• _DATASET ENTRIES_:
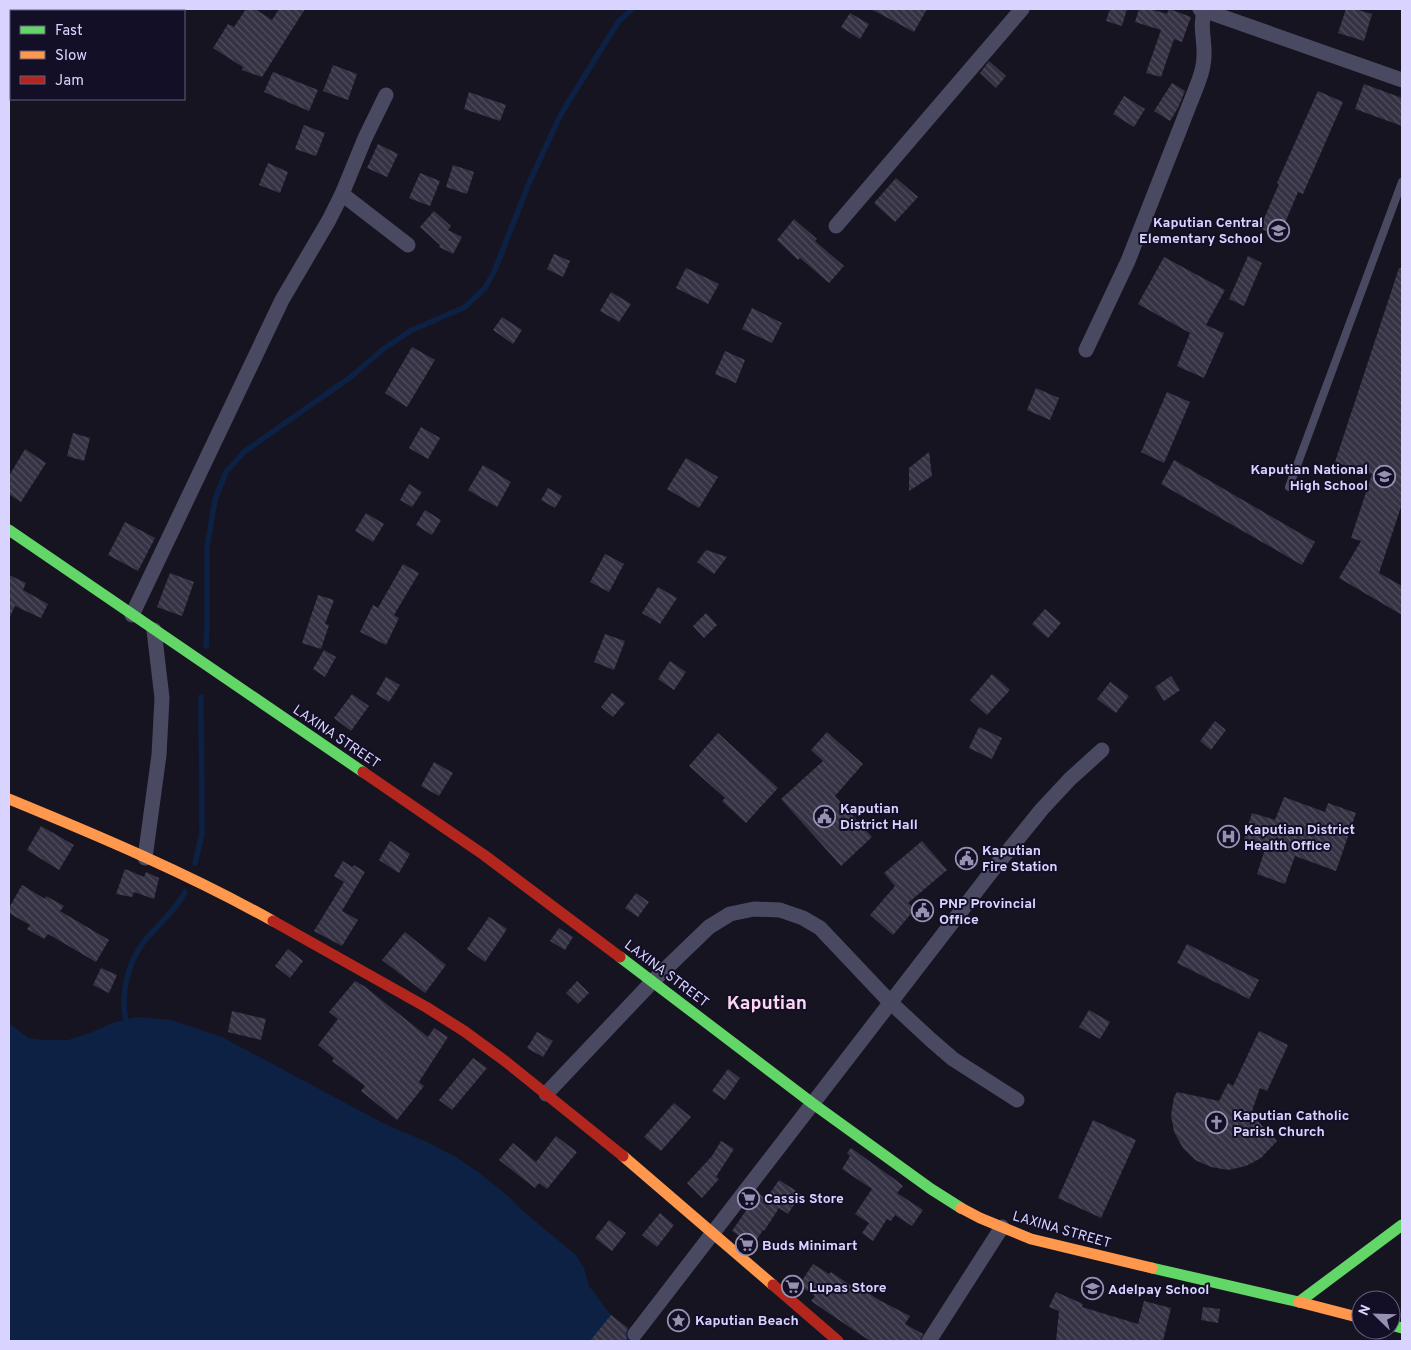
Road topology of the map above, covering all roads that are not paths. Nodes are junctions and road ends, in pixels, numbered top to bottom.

...

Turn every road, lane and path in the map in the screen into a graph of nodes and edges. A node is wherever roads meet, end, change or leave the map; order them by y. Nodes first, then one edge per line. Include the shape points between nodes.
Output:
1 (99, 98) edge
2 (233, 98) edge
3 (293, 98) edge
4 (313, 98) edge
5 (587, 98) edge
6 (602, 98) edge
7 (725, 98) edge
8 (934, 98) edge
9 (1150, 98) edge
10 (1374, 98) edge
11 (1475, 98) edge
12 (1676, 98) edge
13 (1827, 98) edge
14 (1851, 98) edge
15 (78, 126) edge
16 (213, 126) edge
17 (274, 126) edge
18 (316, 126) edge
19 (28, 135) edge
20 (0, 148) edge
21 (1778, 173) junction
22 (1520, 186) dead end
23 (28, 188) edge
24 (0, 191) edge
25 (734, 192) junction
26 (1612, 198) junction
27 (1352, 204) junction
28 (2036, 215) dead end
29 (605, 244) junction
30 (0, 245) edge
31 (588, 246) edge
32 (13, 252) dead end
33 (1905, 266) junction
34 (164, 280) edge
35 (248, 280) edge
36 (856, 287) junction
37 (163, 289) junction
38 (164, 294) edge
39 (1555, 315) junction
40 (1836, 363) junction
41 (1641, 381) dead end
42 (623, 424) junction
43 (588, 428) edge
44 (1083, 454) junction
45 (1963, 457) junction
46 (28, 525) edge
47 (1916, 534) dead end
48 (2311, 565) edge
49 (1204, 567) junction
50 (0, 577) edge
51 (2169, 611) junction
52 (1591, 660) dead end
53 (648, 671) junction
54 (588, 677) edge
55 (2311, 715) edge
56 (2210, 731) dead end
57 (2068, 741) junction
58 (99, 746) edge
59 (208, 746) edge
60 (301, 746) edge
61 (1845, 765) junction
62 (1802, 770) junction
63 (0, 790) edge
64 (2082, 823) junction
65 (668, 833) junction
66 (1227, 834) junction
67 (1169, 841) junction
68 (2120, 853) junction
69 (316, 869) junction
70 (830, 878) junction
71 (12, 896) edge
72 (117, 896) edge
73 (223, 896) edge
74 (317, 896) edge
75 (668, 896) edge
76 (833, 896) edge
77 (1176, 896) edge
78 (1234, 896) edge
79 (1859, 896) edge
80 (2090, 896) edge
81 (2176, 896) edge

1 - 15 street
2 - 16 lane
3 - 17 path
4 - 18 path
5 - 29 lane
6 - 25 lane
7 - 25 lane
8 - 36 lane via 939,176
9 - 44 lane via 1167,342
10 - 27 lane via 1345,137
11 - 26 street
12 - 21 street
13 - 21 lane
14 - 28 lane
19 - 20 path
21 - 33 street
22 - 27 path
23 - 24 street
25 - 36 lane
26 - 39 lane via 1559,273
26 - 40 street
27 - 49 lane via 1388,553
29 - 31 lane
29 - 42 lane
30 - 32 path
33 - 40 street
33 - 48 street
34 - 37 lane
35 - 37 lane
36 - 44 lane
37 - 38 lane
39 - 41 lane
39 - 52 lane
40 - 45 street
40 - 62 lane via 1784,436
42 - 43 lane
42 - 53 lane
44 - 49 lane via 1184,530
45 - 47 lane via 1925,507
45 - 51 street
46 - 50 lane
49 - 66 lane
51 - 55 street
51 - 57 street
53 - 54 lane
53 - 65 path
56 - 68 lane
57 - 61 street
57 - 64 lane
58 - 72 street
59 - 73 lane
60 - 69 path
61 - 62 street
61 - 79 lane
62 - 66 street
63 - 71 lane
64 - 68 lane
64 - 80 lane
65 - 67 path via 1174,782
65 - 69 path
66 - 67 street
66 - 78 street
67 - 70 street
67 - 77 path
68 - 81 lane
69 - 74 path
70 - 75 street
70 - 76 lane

---

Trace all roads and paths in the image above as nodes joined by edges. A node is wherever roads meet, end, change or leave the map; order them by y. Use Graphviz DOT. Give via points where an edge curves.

• _EXERCISE DESCRIPTION_: Please return every line in the data that includes the string "meet".

• _EXERCISE ANSWER_:
Turn every road, lane and path in the map in the screen into a graph of nodes and edges. A node is wherever roads meet, end, change or leave the map; order them by y. Nodes first, then one edge per line. Include the shape points between nodes.
Trace all roads and paths in the image above as nodes joined by edges. A node is wherever roads meet, end, change or leave the map; order them by y. Use Graphviz DOT. Give via points where an edge curves.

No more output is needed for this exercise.